In 1913, Antonio Monteleone died, and the business passed to his son Frank, who in 1928 added 200 more rooms, a year before the stock market crash that presaged the Great Depression.
In 1964, the fifth and final major expansion saw the addition of more floors, more guest rooms, and a Sky Terrace with swimming pools and cocktail lounges.

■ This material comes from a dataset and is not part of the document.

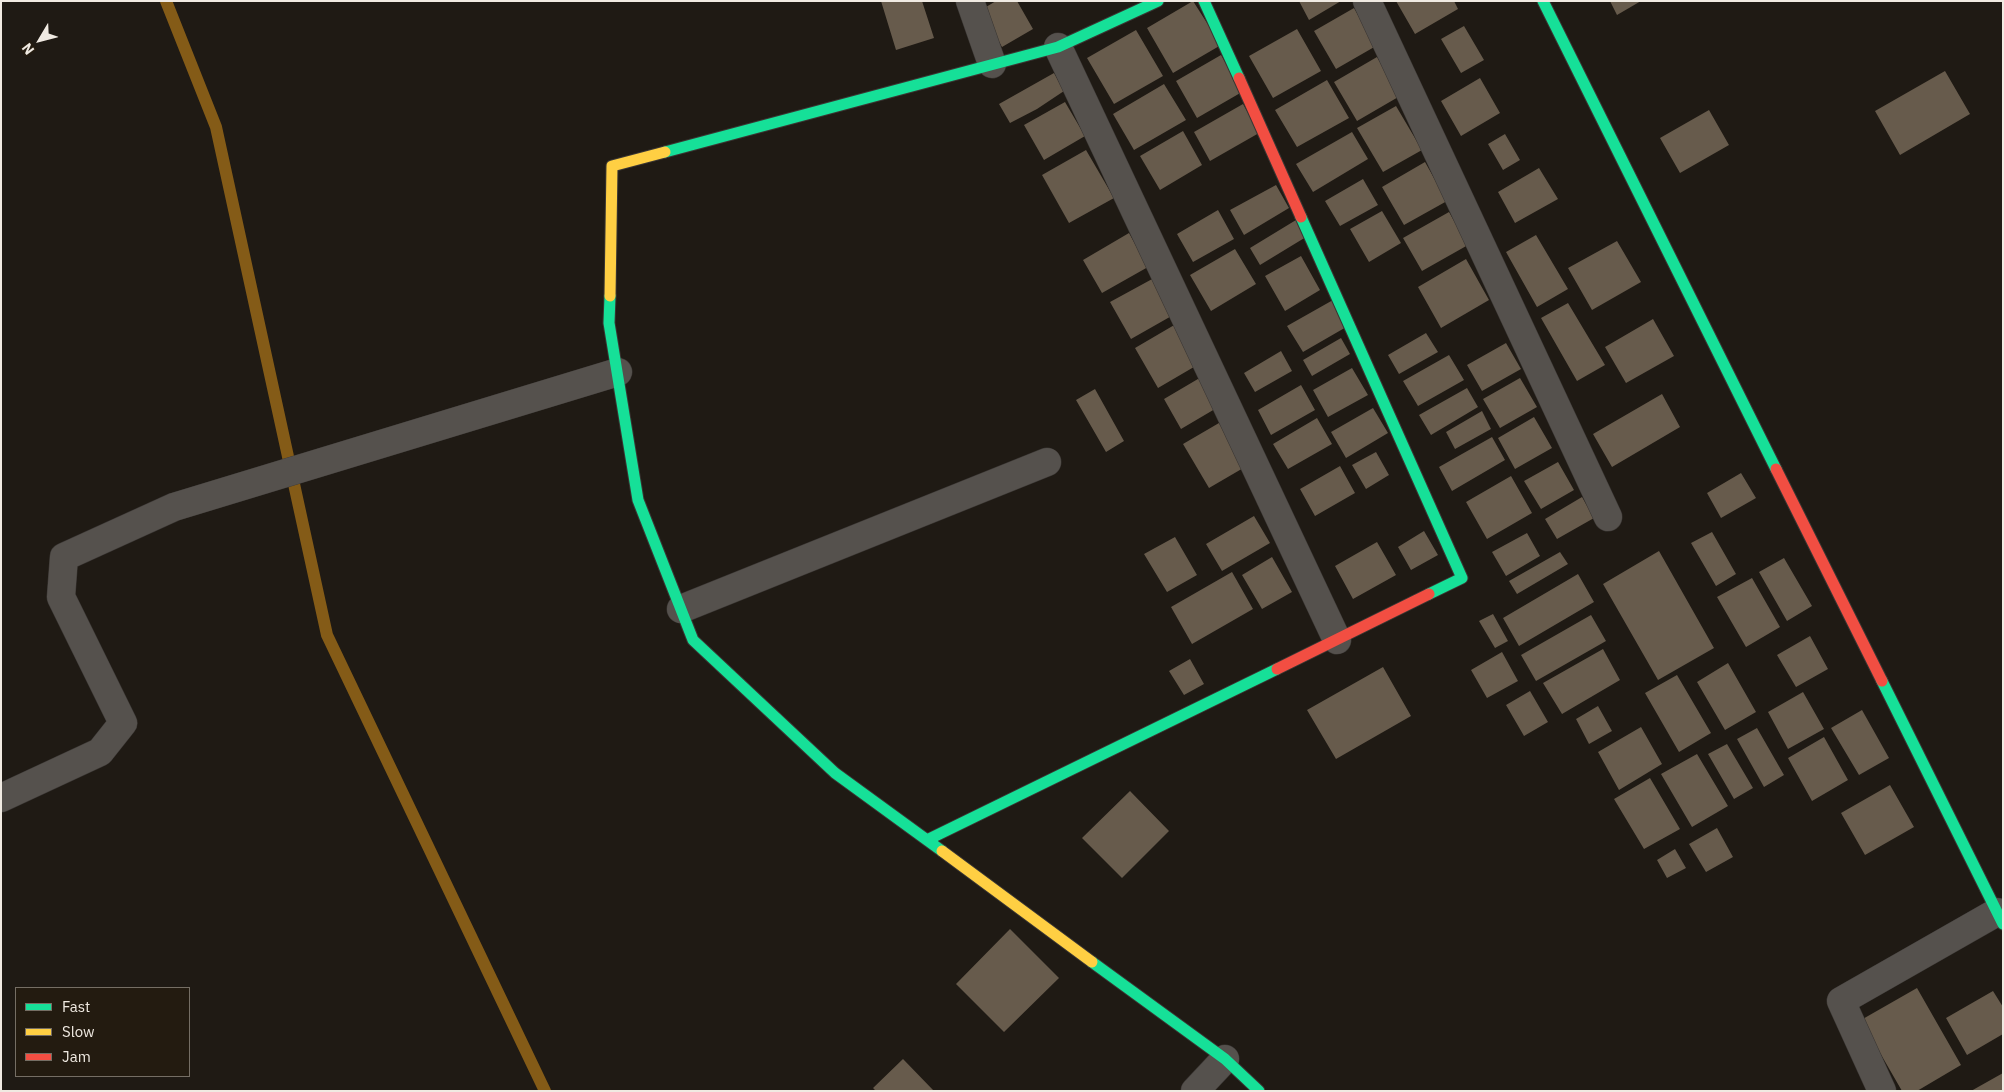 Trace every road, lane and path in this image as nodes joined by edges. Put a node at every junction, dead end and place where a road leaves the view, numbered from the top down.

References to the Hotel Monteleone and its Carousel Bar are included in Tennessee Williams' The Rose Tattoo and Orpheus Descending, Rebecca Wells' Divine Secrets of the Ya-Ya Sisterhood and Little Altars Everywhere, Stephen Ambrose's Band of Brothers, Richard Ford's A Piece of My Heart, Eudora Welty's A Curtain of Green, Gerald Clarke's Capote: A Biography; Erle Stanley Gardner's Owls Don't Blink (written under the pen name A.A. Fair), Ernest Hemingway's "Night Before Battle" (published in The Complete Short Stories of Ernest Hemingway) Harry Stephen Keeler's The Voice of the Seven Sparrows and John Grisham’s “The Reckoning.” Ernest Hemingway, Tennessee Williams, and William Faulkner made a point of staying at the Hotel Monteleone while visiting New Orleans.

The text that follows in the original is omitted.